*Data for this exercise*
- - -
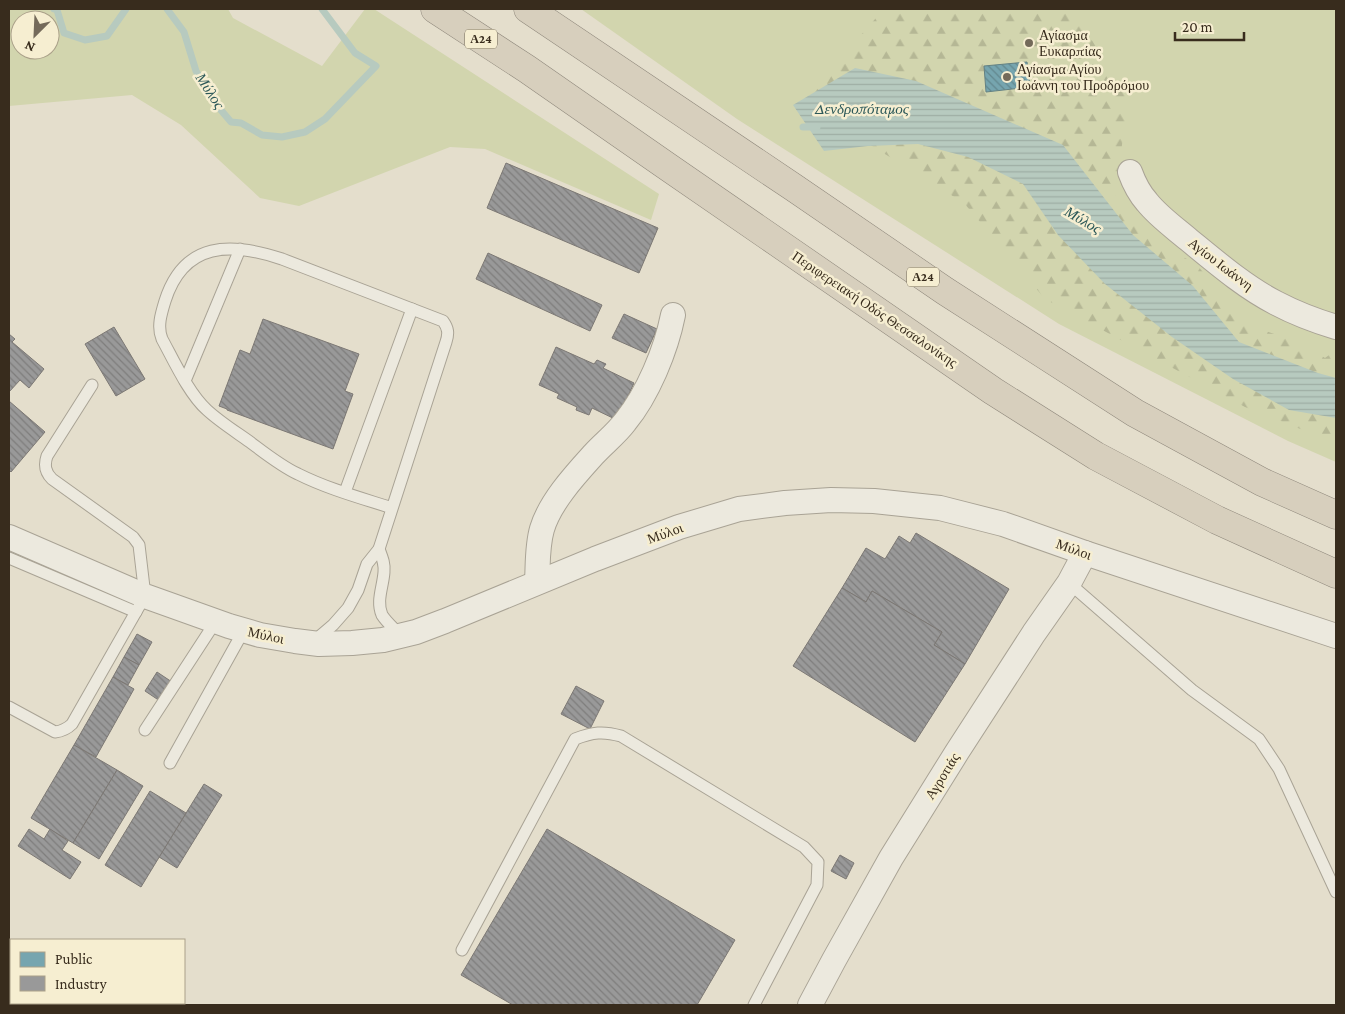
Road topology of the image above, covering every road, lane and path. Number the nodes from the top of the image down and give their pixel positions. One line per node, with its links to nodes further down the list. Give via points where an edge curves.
1 (435, 9): 17 (highway, Περιφερειακή Οδός Θεσσαλονίκης / Α24, via 527,68 993,391 1096,456 1217,520)
2 (528, 9): 12 (highway, Α24, via 945,291 1135,413 1262,482)
3 (1130, 172): 7 (street, Αγίου Ιωάννη, via 1147,202 1229,272 1275,302)
4 (240, 249): 5 (lane, via 282,259); 8 (lane); 8 (lane, via 199,255 173,281 160,322 160,333)
5 (412, 309): 10 (lane); 11 (lane, via 442,321 449,333)
6 (674, 315): 18 (street, via 659,362 632,414 594,454 552,507 542,528)
7 (1336, 327)
8 (186, 381): 10 (lane, via 208,411 280,464 312,481)
9 (92, 385): 20 (lane, via 47,456 45,468 52,479 136,540 139,545)
10 (344, 492): 11 (lane)
11 (392, 508): 14 (lane)
12 (1336, 515)
13 (9, 537): 20 (street, Μύλοι)
14 (379, 549): 23 (lane, via 384,567 380,608); 25 (lane, via 367,564 348,608)
15 (1085, 553): 18 (street, Μύλοι, via 1003,524 940,508 831,500 739,509 679,527); 19 (street, Αγροτιάς); 24 (street, Μύλοι)
16 (9, 558): 20 (lane)
17 (1336, 574)
18 (537, 582): 23 (street, Μύλοι, via 473,611)
19 (1069, 583): 29 (lane, via 1192,690 1259,739 1279,769); 32 (street, Αγροτιάς, via 896,850)
20 (140, 604): 21 (street, Μύλοι); 26 (lane, via 68,729 55,732)
21 (216, 621): 22 (street, Μύλοι); 27 (lane)
22 (244, 630): 25 (street, Μύλοι); 28 (lane)
23 (401, 636): 25 (street, Μύλοι, via 341,644)
24 (1336, 636)
25 (311, 643)
26 (9, 707)
27 (144, 730)
28 (170, 763)
29 (1336, 892)
30 (462, 950): 31 (lane, via 575,739 609,732 621,736 804,847 818,862 817,885)
31 (760, 1003)
32 (810, 1005)

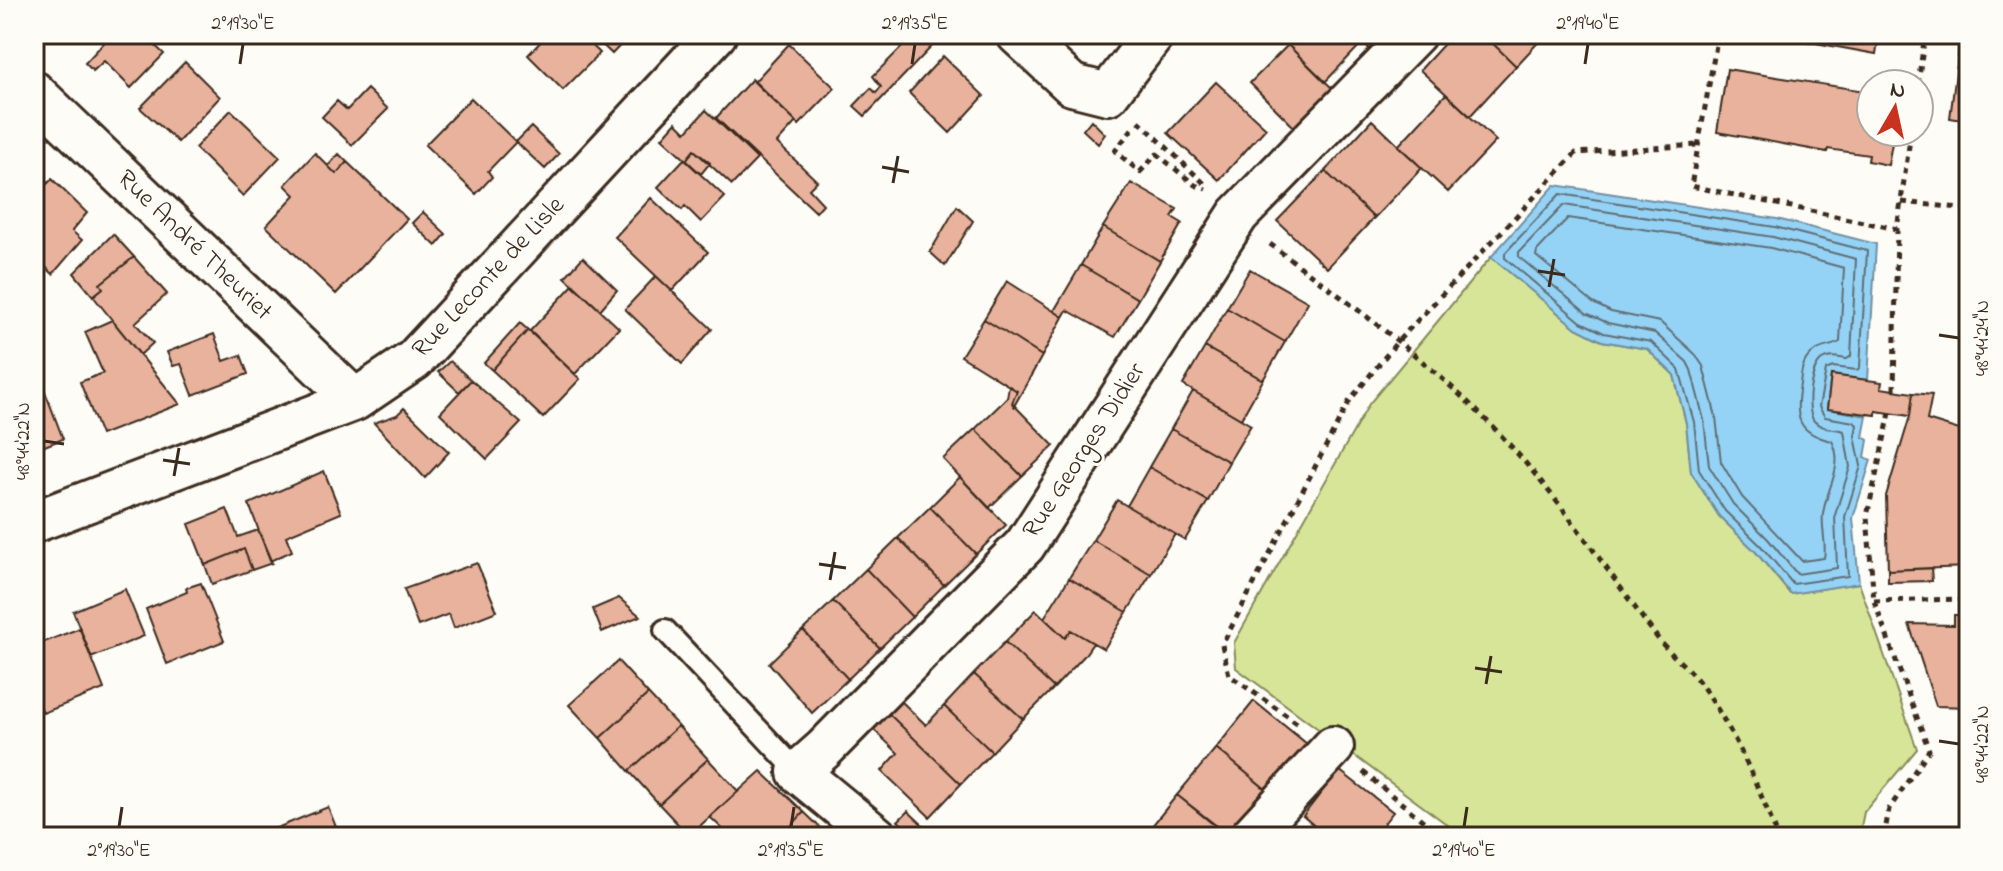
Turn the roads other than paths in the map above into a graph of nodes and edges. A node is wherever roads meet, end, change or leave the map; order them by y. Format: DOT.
graph roads {
  1 [pos="716,34"];
  2 [pos="1017,34"];
  3 [pos="1154,34"];
  4 [pos="1415,34"];
  5 [pos="34,92"];
  6 [pos="355,400"];
  7 [pos="34,522"];
  8 [pos="665,630"];
  9 [pos="1333,747"];
  10 [pos="798,772"];
  11 [pos="877,837"];
  12 [pos="1250,837"];
  1 -- 6 [label="street, Rue Leconte de Lisle"];
  2 -- 3 [label="street"];
  4 -- 10 [label="street, Rue Georges Didier"];
  5 -- 6 [label="street, Rue André Theuriet"];
  6 -- 7 [label="street, Rue Leconte de Lisle"];
  8 -- 10 [label="lane"];
  9 -- 12 [label="street"];
  10 -- 11 [label="street"];
}
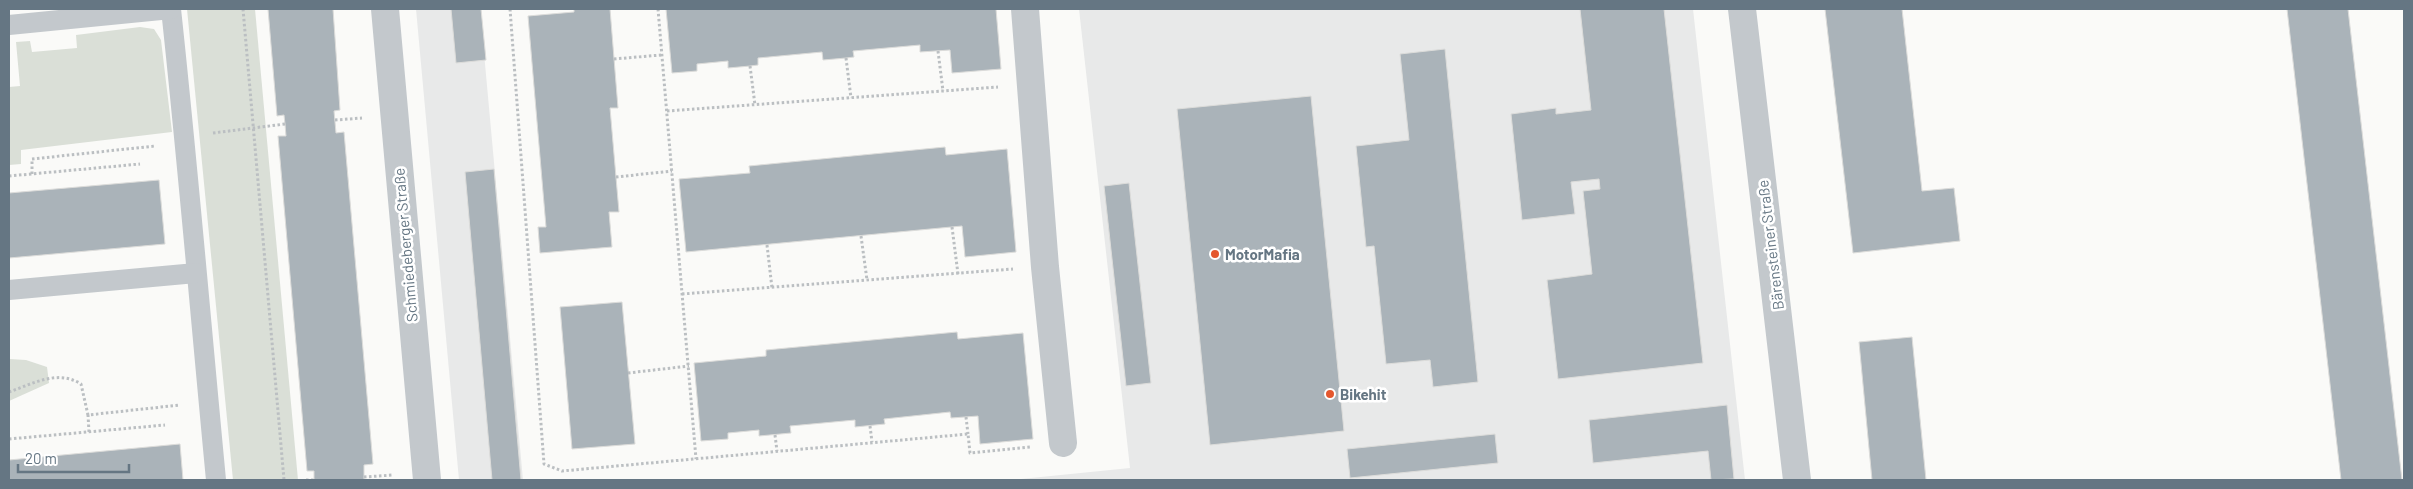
- - -
*Required work*
Find the line containing "Turn the roads" in the listing above. Restate it and every line after it, word for word, through the final line, leaving out the pictures.

*Solved problem*
Turn the roads other than paths in the map above into a graph of nodes and edges. A node is wherever roads meet, end, change or leave the map; order them by y. Format: DOT.
graph roads {
  1 [pos="716,34"];
  2 [pos="1017,34"];
  3 [pos="1154,34"];
  4 [pos="1415,34"];
  5 [pos="34,92"];
  6 [pos="355,400"];
  7 [pos="34,522"];
  8 [pos="665,630"];
  9 [pos="1333,747"];
  10 [pos="798,772"];
  11 [pos="877,837"];
  12 [pos="1250,837"];
  1 -- 6 [label="street, Rue Leconte de Lisle"];
  2 -- 3 [label="street"];
  4 -- 10 [label="street, Rue Georges Didier"];
  5 -- 6 [label="street, Rue André Theuriet"];
  6 -- 7 [label="street, Rue Leconte de Lisle"];
  8 -- 10 [label="lane"];
  9 -- 12 [label="street"];
  10 -- 11 [label="street"];
}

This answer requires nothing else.